Un jodido Adonis con un rostro bastante llamativo. — ¡Hola! — dijo bastante alegre. — Mi nombre es Midoriya Izuku y soy el mejor amigo de tu padre… — Su calidez me reconforta de una manera que jamás la había sentido.
— ¿Qué? — me levanté del sillón y me fui a la cocina, podía sentir mi rostro arder de lo rojo que estaba.
— Sí, hijo, es un viejo amigo de mi infancia. Bueno, yo soy un poco mayor que él solo por 7 años, pero cuando éramos pequeños no se me despegaba de lo tímido que era y ahora tiene mucha confianza con las señoritas… — Escuchar eso me quebró inexplicablemente el corazón.

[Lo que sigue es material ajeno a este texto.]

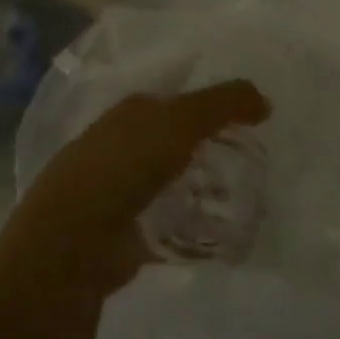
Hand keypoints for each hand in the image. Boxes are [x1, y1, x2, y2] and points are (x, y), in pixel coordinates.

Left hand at [4, 81, 271, 296]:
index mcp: (131, 111)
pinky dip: (191, 227)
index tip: (250, 115)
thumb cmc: (125, 165)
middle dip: (209, 147)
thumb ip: (226, 103)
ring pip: (172, 181)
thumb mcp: (182, 120)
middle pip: (175, 140)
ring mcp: (119, 191)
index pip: (177, 98)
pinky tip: (220, 232)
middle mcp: (122, 145)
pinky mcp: (124, 233)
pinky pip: (168, 224)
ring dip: (202, 187)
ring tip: (244, 195)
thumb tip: (265, 101)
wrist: (74, 240)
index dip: (212, 102)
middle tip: (253, 156)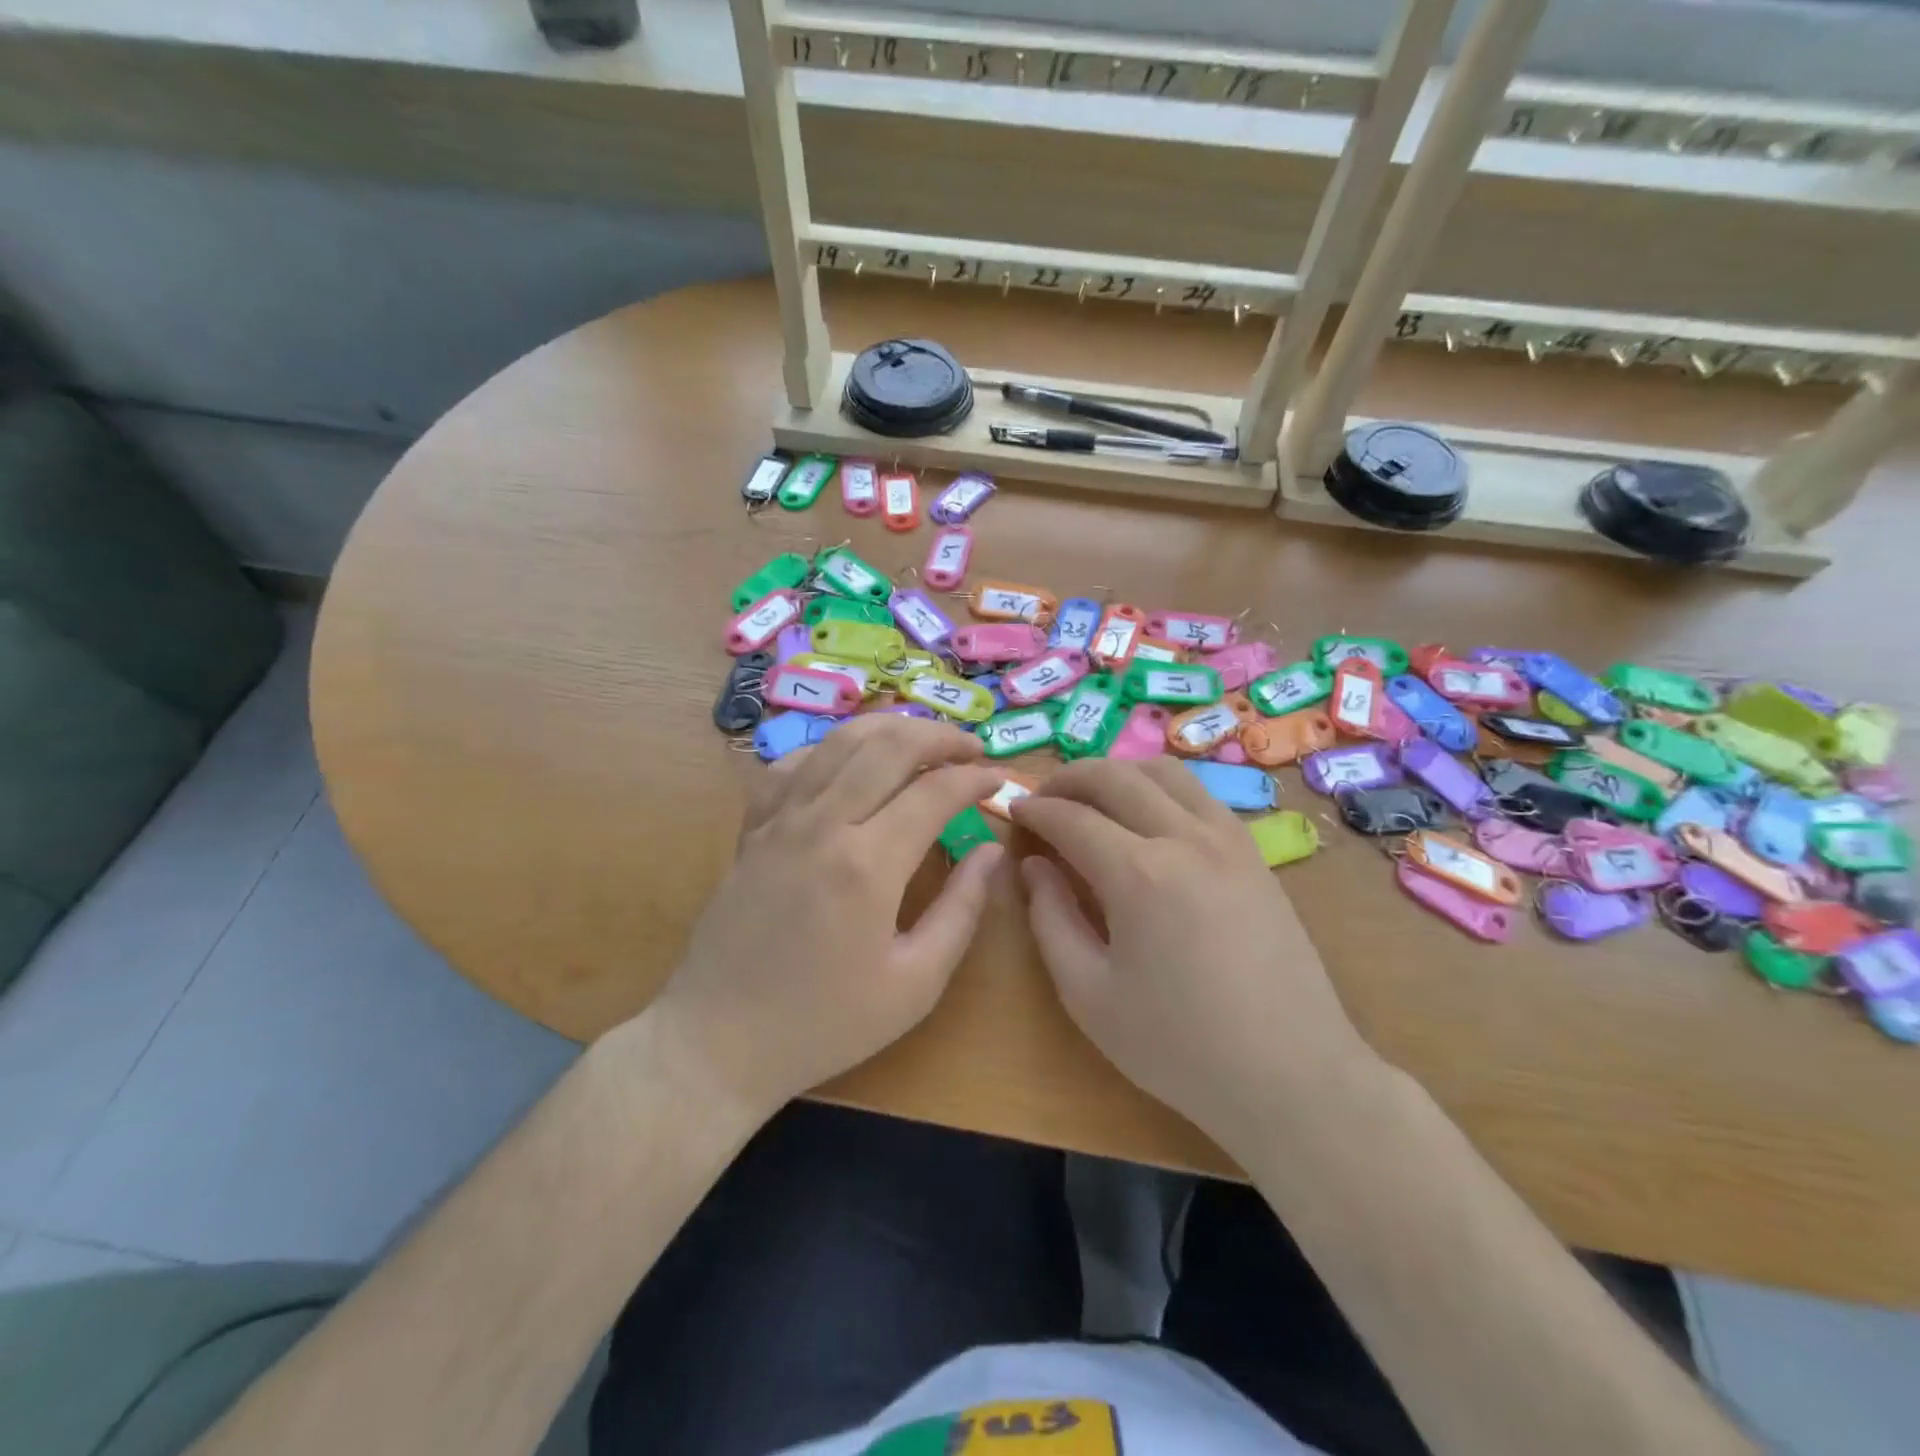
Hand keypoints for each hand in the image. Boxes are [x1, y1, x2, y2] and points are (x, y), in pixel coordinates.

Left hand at [647, 715, 1004, 1119]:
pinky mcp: (753, 828)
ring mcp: (780, 820)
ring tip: (923, 739)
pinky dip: (829, 749)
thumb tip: (992, 852)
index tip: (1000, 781)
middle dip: (939, 736)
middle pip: (887, 745)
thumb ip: (962, 910)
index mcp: (867, 865)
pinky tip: (848, 760)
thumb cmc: (825, 1023)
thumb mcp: (914, 984)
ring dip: (889, 728)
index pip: (934, 791)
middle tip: (972, 748)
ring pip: (839, 741)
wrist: (718, 1040)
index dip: (975, 778)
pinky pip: (791, 764)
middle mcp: (822, 824)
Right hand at [1010, 758, 1381, 1155]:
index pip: (1071, 817)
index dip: (1035, 810)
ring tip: (1092, 797)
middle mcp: (1184, 838)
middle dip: (1069, 777)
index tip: (1013, 812)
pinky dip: (1160, 788)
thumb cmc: (1179, 1046)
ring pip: (1164, 772)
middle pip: (1116, 776)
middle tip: (1043, 797)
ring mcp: (1228, 839)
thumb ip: (1051, 920)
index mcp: (1138, 874)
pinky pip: (1199, 794)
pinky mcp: (1254, 853)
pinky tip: (1148, 817)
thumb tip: (1033, 867)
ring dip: (1117, 772)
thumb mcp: (1089, 995)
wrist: (1291, 1075)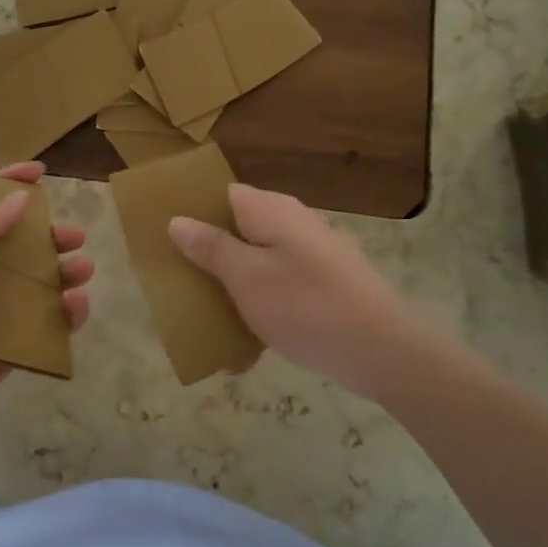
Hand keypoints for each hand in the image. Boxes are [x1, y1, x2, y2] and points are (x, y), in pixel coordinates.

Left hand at [0, 163, 92, 424]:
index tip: (40, 171)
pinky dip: (67, 313)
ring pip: (43, 283)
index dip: (12, 182)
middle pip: (25, 246)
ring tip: (83, 270)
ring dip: (68, 273)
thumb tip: (19, 197)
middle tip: (75, 237)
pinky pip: (49, 321)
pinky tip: (75, 304)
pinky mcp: (16, 341)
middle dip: (53, 237)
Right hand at [168, 183, 450, 402]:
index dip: (192, 212)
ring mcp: (312, 254)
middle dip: (208, 255)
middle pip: (238, 229)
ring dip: (232, 287)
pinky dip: (261, 308)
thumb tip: (178, 220)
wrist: (382, 351)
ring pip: (257, 261)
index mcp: (270, 211)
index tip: (165, 238)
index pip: (221, 194)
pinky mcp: (325, 284)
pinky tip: (246, 348)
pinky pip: (280, 288)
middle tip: (180, 281)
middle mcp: (293, 223)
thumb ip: (210, 247)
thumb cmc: (305, 306)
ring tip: (207, 317)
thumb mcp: (246, 277)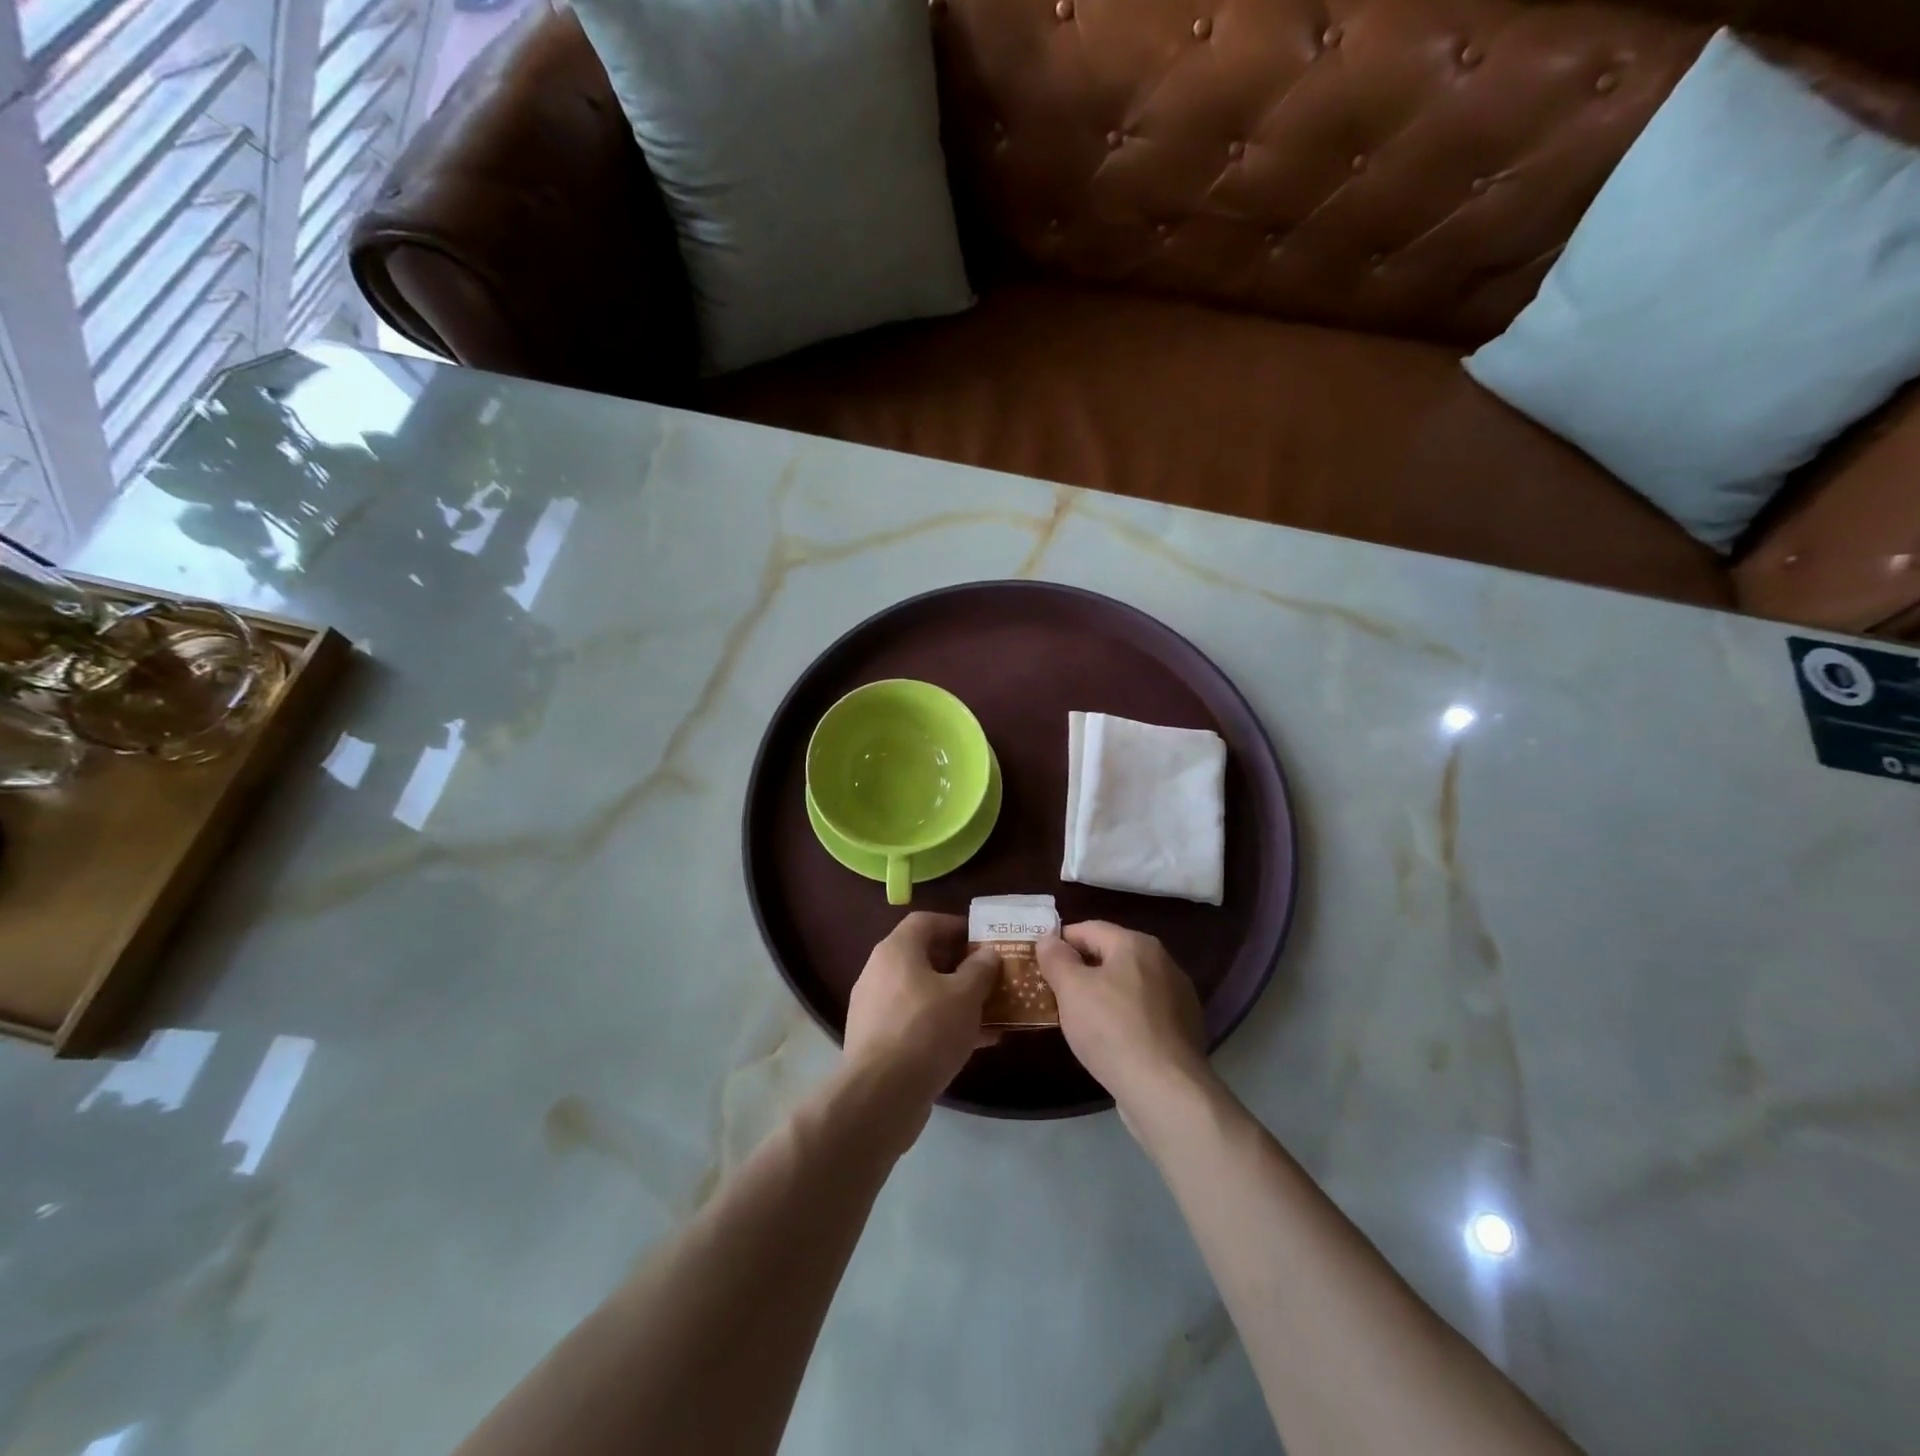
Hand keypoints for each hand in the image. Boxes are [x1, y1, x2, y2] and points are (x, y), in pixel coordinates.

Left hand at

— Un gusto soy Katsuki. — saludé a lo lejos…
— No seas maleducado Katsuki y recibe a nuestro invitado correctamente. — suspiré y golpeé la barra de la cocina.
— Déjalo Masaru…
— ¡No! Papá tiene razón, es un gusto. — me acerqué y extendí mi mano. Él la recibió con una cálida sonrisa.
— Bueno Katsuki me alegra que lo hayas hecho porque a partir de ahora él será nuestro invitado permanente…
— ¡Qué! — grite fuerte.
— Tuvo algunos problemas económicos por malos inversionistas y hablé con tu mamá para darle un asilo en casa, él me ayudó cuando más lo necesité y ahora es tiempo de devolverle el favor. —Suspiré pesadamente. — Llévalo a una de las habitaciones en el segundo piso para que se instale…
No dije nada más y solo con mi cabeza le dije que me siguiera… Él agarró sus maletas y fue detrás de mí.
— Disculpa por ser así de grosero, no estoy acostumbrado a ver esa sonrisa en el rostro de mi padre y saber que estarás aquí… — No sabía cómo decirle lo que me hizo sentir, ¿qué dirá de mí? Un simple mocoso enamorado a primera vista.
— Te entiendo estoy invadiendo tu espacio y no tienes que disculparte, juro que estaré aquí de paso, no notaras mi presencia…
— Bueno no es que esté todo el día en casa, eres el mejor amigo de papá y confío que por algo te dejo quedarte, de nueva cuenta me presentó y espero llevarme bien con usted. — le abrí la puerta de uno de los dormitorios y estaba justo enfrente del mío, por lo menos así lo tendré cerca.